Work instructions: Only lines with the string "Slab" are wanted. Pull them out of the data.

*** Input data

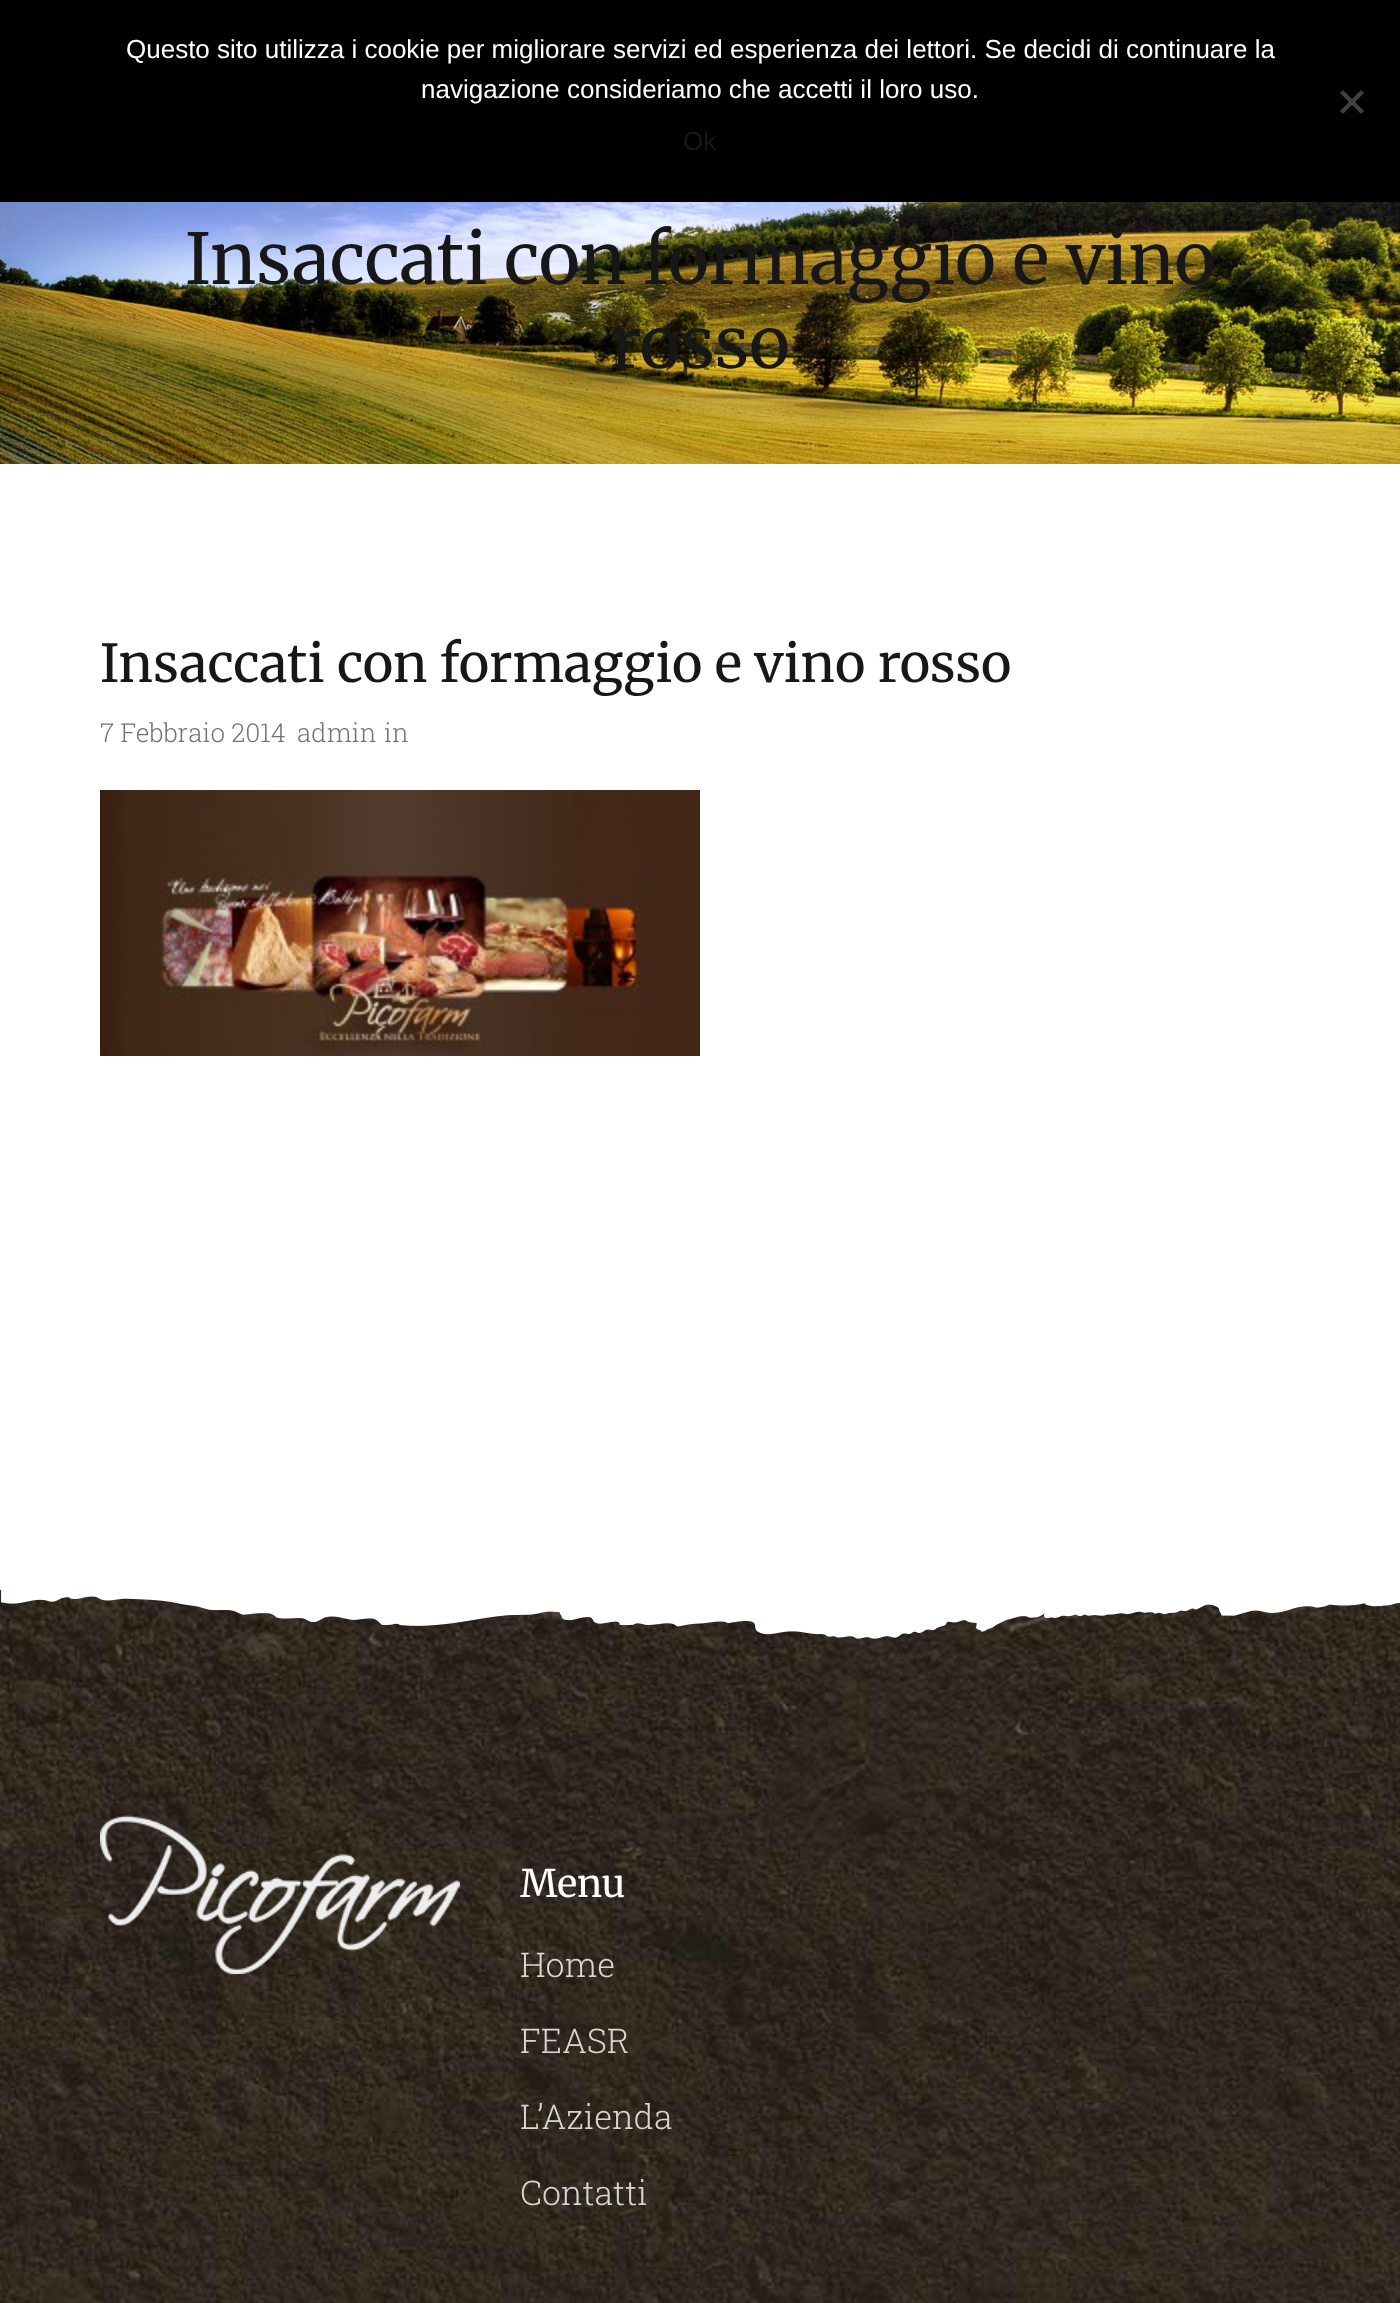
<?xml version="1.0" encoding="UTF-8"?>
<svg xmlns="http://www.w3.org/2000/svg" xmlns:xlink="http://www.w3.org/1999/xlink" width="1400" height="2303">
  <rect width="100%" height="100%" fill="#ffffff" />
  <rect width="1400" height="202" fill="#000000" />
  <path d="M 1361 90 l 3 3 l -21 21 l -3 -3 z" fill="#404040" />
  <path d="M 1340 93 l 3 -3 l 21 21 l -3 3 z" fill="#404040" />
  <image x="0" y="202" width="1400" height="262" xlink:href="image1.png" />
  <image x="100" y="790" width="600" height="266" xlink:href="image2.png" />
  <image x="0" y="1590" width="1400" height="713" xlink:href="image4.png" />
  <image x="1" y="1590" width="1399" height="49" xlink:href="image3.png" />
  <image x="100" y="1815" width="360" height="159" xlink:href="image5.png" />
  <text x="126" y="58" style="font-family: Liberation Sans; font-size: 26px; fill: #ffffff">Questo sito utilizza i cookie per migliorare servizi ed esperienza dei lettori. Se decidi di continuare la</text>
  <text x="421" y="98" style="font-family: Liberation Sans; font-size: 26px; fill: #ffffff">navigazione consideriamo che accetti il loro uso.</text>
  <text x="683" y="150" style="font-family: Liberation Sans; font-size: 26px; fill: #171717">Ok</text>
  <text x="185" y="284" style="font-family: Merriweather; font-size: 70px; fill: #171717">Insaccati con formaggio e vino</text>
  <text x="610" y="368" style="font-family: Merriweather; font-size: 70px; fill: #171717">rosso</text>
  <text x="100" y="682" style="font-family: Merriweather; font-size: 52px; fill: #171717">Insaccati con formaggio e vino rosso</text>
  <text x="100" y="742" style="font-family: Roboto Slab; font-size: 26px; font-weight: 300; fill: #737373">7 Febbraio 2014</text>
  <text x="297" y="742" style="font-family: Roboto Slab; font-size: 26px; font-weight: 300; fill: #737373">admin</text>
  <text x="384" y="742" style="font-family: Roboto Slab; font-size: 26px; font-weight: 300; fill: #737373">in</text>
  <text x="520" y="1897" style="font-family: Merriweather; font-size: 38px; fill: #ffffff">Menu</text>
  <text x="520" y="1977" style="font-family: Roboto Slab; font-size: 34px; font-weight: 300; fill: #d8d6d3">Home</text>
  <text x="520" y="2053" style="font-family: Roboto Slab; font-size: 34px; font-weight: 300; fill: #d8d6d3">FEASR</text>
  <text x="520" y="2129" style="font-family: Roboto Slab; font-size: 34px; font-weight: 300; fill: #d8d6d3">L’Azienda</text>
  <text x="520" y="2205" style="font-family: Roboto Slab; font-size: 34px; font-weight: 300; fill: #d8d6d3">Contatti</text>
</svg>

******

Response below:
  <text x="100" y="742" style="font-family: Roboto Slab; font-size: 26px; font-weight: 300; fill: #737373">7 Febbraio 2014</text>
  <text x="297" y="742" style="font-family: Roboto Slab; font-size: 26px; font-weight: 300; fill: #737373">admin</text>
  <text x="384" y="742" style="font-family: Roboto Slab; font-size: 26px; font-weight: 300; fill: #737373">in</text>
  <text x="520" y="1977" style="font-family: Roboto Slab; font-size: 34px; font-weight: 300; fill: #d8d6d3">Home</text>
  <text x="520" y="2053" style="font-family: Roboto Slab; font-size: 34px; font-weight: 300; fill: #d8d6d3">FEASR</text>
  <text x="520" y="2129" style="font-family: Roboto Slab; font-size: 34px; font-weight: 300; fill: #d8d6d3">L’Azienda</text>
  <text x="520" y="2205" style="font-family: Roboto Slab; font-size: 34px; font-weight: 300; fill: #d8d6d3">Contatti</text>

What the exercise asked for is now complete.